Items listed in a dataset:
☆ ☆ ☆ ☆

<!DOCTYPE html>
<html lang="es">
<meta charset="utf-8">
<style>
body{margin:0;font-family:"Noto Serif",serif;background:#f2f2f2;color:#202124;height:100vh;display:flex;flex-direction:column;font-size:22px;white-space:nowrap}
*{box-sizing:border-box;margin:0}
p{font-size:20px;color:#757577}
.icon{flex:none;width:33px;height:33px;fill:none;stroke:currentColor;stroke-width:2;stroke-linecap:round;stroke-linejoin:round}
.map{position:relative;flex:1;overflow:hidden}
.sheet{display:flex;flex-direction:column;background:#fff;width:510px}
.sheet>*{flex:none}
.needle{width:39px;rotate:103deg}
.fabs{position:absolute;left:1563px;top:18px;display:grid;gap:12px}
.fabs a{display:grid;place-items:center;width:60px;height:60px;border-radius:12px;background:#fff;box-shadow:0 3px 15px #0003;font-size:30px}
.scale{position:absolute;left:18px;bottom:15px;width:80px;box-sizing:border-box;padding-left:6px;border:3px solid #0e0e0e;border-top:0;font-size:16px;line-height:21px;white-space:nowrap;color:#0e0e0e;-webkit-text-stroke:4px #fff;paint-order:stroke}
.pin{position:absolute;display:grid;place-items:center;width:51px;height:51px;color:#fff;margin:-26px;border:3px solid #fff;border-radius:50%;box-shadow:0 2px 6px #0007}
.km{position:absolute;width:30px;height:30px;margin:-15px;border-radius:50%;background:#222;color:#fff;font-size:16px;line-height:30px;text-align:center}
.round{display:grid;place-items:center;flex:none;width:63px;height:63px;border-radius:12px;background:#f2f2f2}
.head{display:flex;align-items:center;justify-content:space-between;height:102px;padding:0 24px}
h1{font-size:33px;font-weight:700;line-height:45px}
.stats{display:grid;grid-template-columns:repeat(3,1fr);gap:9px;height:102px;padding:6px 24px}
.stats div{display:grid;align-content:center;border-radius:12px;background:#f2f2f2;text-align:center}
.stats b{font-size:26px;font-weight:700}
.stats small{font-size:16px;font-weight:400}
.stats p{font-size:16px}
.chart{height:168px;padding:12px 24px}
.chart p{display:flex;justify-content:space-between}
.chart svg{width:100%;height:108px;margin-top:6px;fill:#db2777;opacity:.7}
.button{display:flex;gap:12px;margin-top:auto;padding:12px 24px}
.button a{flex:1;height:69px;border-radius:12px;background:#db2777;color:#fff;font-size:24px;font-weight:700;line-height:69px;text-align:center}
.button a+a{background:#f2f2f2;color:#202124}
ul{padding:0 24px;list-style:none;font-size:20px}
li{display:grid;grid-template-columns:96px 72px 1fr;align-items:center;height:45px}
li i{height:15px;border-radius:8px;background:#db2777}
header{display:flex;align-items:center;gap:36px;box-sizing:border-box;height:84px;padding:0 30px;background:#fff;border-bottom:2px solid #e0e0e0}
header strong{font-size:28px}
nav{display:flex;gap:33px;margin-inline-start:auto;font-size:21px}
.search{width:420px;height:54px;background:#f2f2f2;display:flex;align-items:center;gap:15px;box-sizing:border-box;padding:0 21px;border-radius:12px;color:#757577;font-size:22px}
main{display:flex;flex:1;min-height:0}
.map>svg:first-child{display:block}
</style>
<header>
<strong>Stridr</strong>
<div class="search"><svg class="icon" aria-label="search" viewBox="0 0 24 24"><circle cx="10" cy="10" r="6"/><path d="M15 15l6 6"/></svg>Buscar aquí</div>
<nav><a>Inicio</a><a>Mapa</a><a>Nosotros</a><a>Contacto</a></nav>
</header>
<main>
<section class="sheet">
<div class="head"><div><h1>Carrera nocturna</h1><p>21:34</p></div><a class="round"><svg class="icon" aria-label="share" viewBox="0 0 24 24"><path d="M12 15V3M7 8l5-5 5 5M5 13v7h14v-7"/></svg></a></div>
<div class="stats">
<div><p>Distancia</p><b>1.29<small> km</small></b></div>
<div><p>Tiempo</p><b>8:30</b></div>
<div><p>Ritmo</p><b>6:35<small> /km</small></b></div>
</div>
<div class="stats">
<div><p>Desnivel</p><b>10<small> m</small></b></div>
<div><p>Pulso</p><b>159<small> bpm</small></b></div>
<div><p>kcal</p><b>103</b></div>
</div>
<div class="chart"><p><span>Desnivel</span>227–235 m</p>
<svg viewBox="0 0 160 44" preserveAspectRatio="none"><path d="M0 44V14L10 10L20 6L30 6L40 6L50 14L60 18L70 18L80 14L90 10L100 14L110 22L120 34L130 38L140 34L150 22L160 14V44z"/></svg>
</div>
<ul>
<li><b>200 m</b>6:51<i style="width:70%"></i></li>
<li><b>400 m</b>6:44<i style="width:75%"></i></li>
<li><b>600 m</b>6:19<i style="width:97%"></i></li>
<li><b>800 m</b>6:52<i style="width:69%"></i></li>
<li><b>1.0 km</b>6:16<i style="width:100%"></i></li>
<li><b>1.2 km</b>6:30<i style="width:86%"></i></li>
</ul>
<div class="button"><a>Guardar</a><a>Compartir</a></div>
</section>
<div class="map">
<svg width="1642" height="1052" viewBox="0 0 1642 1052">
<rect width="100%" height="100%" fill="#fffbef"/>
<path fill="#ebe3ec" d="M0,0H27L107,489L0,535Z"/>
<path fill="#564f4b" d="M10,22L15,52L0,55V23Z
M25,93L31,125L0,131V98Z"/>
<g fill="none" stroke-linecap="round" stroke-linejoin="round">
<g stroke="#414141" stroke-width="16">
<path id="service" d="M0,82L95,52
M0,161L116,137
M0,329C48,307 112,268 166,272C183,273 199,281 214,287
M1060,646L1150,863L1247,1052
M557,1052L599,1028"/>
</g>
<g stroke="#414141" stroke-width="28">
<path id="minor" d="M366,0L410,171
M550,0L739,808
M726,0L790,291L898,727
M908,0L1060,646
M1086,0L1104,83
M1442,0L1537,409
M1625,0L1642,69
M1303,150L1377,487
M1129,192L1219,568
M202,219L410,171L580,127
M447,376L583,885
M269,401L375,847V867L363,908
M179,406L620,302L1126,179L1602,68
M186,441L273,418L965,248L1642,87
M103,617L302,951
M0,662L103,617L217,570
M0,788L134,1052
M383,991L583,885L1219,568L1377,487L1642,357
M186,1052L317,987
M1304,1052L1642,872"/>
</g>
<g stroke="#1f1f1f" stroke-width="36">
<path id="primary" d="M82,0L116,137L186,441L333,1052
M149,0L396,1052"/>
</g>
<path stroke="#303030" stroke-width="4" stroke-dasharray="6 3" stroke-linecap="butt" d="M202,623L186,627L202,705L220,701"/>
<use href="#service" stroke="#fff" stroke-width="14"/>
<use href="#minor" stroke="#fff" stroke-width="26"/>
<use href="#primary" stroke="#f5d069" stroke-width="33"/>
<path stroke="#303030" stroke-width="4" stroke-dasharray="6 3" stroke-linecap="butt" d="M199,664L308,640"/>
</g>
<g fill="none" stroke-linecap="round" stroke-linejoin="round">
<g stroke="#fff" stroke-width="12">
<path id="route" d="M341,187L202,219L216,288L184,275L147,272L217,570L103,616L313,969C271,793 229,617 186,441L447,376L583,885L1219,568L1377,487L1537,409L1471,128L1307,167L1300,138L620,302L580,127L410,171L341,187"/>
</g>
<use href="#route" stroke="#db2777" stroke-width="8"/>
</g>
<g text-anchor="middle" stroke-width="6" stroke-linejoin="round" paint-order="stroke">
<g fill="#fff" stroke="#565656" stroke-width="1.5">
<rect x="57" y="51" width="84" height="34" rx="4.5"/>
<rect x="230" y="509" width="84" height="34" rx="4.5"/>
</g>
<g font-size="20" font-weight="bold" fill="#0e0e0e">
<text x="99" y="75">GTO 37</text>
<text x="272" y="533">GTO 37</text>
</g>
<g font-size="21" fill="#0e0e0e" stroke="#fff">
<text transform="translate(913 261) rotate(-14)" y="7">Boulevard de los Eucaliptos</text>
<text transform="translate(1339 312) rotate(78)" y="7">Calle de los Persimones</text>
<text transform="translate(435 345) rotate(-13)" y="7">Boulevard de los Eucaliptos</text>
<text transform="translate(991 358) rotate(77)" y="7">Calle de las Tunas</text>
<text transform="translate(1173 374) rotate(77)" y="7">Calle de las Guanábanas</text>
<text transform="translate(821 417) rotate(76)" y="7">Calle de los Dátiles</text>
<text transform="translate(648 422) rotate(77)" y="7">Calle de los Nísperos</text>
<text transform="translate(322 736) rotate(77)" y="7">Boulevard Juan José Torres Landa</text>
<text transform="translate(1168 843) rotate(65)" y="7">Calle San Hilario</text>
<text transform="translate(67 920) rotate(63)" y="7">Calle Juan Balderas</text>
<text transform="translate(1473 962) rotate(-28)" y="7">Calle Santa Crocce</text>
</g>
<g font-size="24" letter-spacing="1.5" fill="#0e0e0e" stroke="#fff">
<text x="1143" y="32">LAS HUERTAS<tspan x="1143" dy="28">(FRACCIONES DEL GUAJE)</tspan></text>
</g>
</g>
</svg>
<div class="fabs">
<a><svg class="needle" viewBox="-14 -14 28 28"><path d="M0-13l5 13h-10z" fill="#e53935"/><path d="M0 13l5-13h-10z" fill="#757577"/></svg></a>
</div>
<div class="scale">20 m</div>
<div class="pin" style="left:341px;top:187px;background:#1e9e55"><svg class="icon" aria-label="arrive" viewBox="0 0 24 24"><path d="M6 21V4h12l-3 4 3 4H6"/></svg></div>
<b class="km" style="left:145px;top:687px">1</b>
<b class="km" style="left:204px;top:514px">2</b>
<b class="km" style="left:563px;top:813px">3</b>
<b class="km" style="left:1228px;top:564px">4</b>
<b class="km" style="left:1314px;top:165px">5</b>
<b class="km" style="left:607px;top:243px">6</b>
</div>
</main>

☆ ☆ ☆ ☆

### WHAT YOU HAVE TO DO:
Every line above in which the word "scale" is present must be copied into the answer.

### RESPONSE:
.scale{position:absolute;left:18px;bottom:15px;width:80px;box-sizing:border-box;padding-left:6px;border:3px solid #0e0e0e;border-top:0;font-size:16px;line-height:21px;white-space:nowrap;color:#0e0e0e;-webkit-text-stroke:4px #fff;paint-order:stroke}
<div class="scale">20 m</div>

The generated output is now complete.